United Nations General Assembly Focuses on Debt, Development, Environment and Pandemic Preparedness

Presidents, prime ministers and world leaders are at the New York United Nations headquarters for the annual UN General Assembly meetings. Leaders during meetings are focused on global debt, aid, pandemic preparedness, environmental protections and the 2030 Sustainable Goals (SDGs).

“In 2015 the international community won a historic agreement on goals to lift countries out of poverty and protect our planet,” said Eric LeCompte, Executive Director of the religious development group Jubilee USA. “We knew that the developing countries would need trillions of dollars to achieve development goals. Unfortunately the money that we need is nowhere in sight."

Ahead of the 2030 deadline to meet the SDGs, only 12% of the targets are on track, the UN reported earlier this year. 

"Debt relief remains on the United Nations agenda as a way to fund development and win the Sustainable Development Goals," noted LeCompte who serves on United Nations expert groups.

In December, the G20, the IMF and the World Bank initiated a Global Sovereign Debt Roundtable that brings together a limited number of stakeholders to bridge disagreements in implementing a debt restructuring process that the G20 created three years ago. Only four countries applied to the G20 process so far and Chad is the only country to reach conclusion of the process.
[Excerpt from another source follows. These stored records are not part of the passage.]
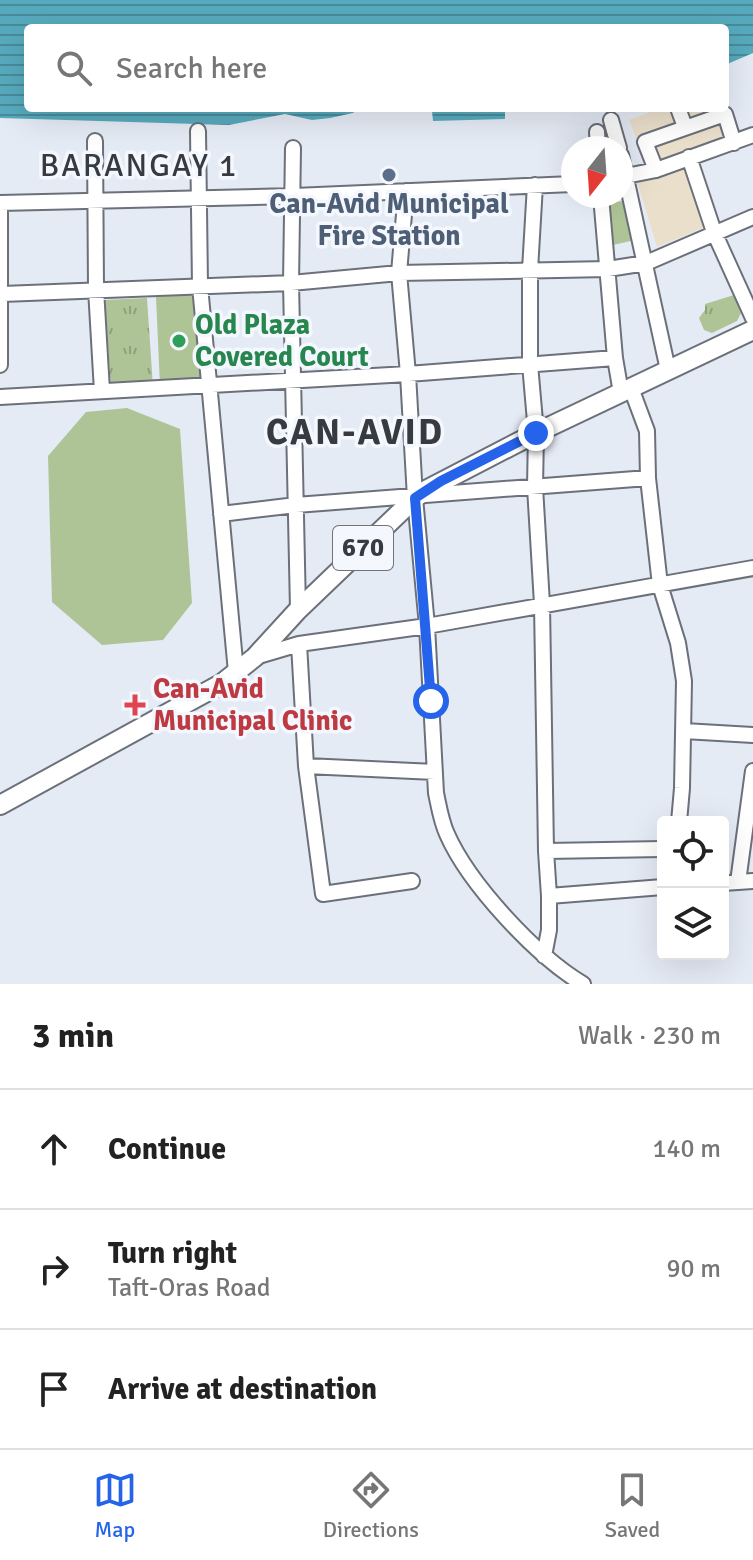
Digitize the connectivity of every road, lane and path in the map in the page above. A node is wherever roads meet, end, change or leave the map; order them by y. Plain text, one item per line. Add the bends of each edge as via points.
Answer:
1 (679, 112) edge
2 (611, 120) dead end
3 (685, 127) junction
4 (198, 131) dead end
5 (597, 132) dead end
6 (753, 135) edge
7 (597, 136) edge
8 (616, 136) edge
9 (95, 141) dead end
10 (734, 143) junction
11 (293, 148) dead end
12 (689, 157) junction
13 (656, 170) junction
14 (633, 175) edge
15 (561, 184) edge
16 (535, 185) junction
17 (406, 191) junction
18 (294, 196) junction
19 (200, 197) junction
20 (95, 200) junction
21 (0, 203) edge
22 (602, 208) edge
23 (632, 208) edge
24 (753, 217) edge
25 (714, 232) junction
26 (646, 263) junction
27 (608, 269) junction
28 (530, 270) junction
29 (399, 273) junction
30 (291, 283) junction
31 (200, 286) junction
32 (96, 289) junction
33 (2, 294) edge
34 (753, 318) edge
35 (753, 330) edge
36 (615, 358) junction
37 (530, 364) junction
38 (0, 365) edge
39 (668, 370) junction
40 (408, 374) junction
41 (293, 381) junction
42 (210, 384) junction
43 (626, 390) junction
44 (102, 391) junction
45 (0, 397) edge
46 (536, 433) junction
47 (648, 478) junction
48 (535, 487) junction
49 (415, 498) junction
50 (296, 505) junction
51 (221, 514) junction
52 (753, 568) edge
53 (660, 585) junction
54 (542, 604) junction
55 (298, 610) junction
56 (427, 626) junction
57 (299, 644) junction
58 (255, 657) junction
59 (236, 672) junction
60 (684, 731) junction
61 (753, 735) edge
62 (306, 766) junction
63 (753, 771) edge
64 (435, 772) junction
65 (0, 805) edge
66 (679, 816) edge
67 (657, 849) edge
68 (546, 851) junction
69 (412, 881) dead end
70 (738, 882) edge
71 (657, 887) edge
72 (549, 896) junction
73 (544, 956) junction
74 (583, 984) edge

1 - 3 street
2 - 8 street
3 - 10 street via 725,114
3 - 13 street via 645,142
4 - 19 street
5 - 7 street
6 - 10 street
9 - 20 street
10 - 12 street
11 - 18 street
12 - 13 street
12 - 25 street
13 - 14 street
15 - 16 street
16 - 17 street
16 - 28 street
17 - 18 street
17 - 29 street
18 - 19 street
18 - 30 street
19 - 20 street
19 - 31 street
20 - 21 street
20 - 32 street
21 - 33 street
22 - 27 street
23 - 26 street
24 - 25 street
25 - 26 street
25 - 34 street
26 - 27 street
26 - 39 street
27 - 28 street
27 - 36 street
28 - 29 street
28 - 37 street
29 - 30 street
29 - 40 street
30 - 31 street
30 - 41 street
31 - 32 street
31 - 42 street
32 - 33 street
32 - 44 street
33 - 38 street
35 - 39 main road, 670
36 - 37 street
36 - 43 street
37 - 40 street
37 - 46 street
39 - 43 main road, 670
40 - 41 street
40 - 49 street
41 - 42 street
41 - 50 street
42 - 44 street
42 - 51 street
43 - 46 main road, 670
43 - 47 street via 647,431
44 - 45 street
46 - 48 street
46 - 49 main road, 670
47 - 48 street
47 - 53 street
48 - 49 street
48 - 54 street
49 - 50 street
49 - 55 main road, 670
49 - 56 street
50 - 51 street
50 - 55 street
51 - 59 street
52 - 53 street
53 - 54 street
53 - 60 street via 682,667
54 - 56 street
54 - 68 street
55 - 58 main road, 670
56 - 57 street
56 - 64 street
57 - 58 street
57 - 62 street
58 - 59 main road, 670
59 - 65 main road, 670
60 - 61 street
60 - 66 street
62 - 64 street
62 - 69 street via 323,894
63 - 70 street
64 - 73 street via 441,815 458,855
67 - 68 street
68 - 72 street
71 - 72 street
72 - 73 street
73 - 74 street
"G20 efforts are important because debt relief is a way to help countries get out of crisis,” stated LeCompte. "Beyond getting countries out of crisis, debt relief can be used to support countries achieve sustainable development."

The roundtable meets on the sidelines of the October IMF/World Bank Annual Meetings in Marrakesh. Its last meeting, earlier in September, focused on domestic debt restructuring issues.